PeerJ Comput Sci. 2024 Jul 17;10:e2189. doi: 10.7717/peerj-cs.2189. eCollection 2024.
Self-localization and pose registration are required for sound operation of next generation autonomous vehicles under uncertain environments. Thus, precise localization and mapping are crucial tasks in odometry, planning and other downstream processing. In order to reduce information loss in preprocessing, we propose leveraging LiDAR-based localization and mapping (LOAM) with point cloud-based deep learning instead of convolutional neural network (CNN) based methods that require cylindrical projection. The normal distribution transform (NDT) algorithm is then used to refine the former coarse pose estimation from the deep learning model. The results demonstrate that the proposed method is comparable in performance to recent benchmark studies.
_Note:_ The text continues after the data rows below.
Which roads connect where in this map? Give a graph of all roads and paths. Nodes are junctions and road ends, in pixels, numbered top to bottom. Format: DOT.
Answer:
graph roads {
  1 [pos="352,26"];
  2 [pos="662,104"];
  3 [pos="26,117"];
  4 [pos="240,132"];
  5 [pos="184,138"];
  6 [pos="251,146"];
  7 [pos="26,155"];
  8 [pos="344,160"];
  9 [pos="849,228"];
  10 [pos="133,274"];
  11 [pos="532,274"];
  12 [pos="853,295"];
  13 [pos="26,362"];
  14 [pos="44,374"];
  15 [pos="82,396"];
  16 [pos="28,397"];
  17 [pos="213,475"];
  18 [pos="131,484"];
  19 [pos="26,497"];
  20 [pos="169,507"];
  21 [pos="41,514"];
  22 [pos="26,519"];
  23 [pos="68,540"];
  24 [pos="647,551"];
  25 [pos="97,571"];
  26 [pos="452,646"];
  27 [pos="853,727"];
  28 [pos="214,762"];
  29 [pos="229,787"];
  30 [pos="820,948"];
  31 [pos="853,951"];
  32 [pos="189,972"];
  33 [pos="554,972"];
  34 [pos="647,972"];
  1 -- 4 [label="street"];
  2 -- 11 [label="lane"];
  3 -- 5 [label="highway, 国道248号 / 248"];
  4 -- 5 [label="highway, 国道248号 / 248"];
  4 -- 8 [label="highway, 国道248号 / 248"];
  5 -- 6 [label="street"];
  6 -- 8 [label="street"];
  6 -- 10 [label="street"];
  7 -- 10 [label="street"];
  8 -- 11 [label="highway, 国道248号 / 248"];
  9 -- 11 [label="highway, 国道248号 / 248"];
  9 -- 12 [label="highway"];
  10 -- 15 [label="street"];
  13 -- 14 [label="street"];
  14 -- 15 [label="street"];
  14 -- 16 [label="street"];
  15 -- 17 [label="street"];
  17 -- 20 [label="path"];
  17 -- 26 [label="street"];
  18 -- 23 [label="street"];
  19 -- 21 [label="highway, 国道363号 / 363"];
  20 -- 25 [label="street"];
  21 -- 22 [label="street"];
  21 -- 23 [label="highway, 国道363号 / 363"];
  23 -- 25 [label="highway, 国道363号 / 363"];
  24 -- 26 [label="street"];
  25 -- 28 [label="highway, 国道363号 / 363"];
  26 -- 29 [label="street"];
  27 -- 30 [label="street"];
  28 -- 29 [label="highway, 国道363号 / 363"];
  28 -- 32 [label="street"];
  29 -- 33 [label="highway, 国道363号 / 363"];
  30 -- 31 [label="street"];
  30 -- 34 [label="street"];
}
We also explore the possibility of using Product Quantization to improve NDT internal neighborhood searching by using high-level features as fingerprints.
在不确定环境下,自定位和位姿配准是下一代自动驾驶车辆正常运行所必需的。因此,精确的定位和建图是里程计、规划及其他下游处理中的关键任务。为了减少预处理中的信息损失,我们提出利用基于激光雷达的定位与建图(LOAM)以及基于点云的深度学习,而非需要柱面投影的基于卷积神经网络(CNN)的方法。然后使用正态分布变换(NDT)算法对深度学习模型的初步粗略位姿估计进行优化。结果表明,该方法的性能与近期的基准研究相当。我们还探讨了使用乘积量化以利用高级特征作为指纹来改进NDT内部邻域搜索的可能性。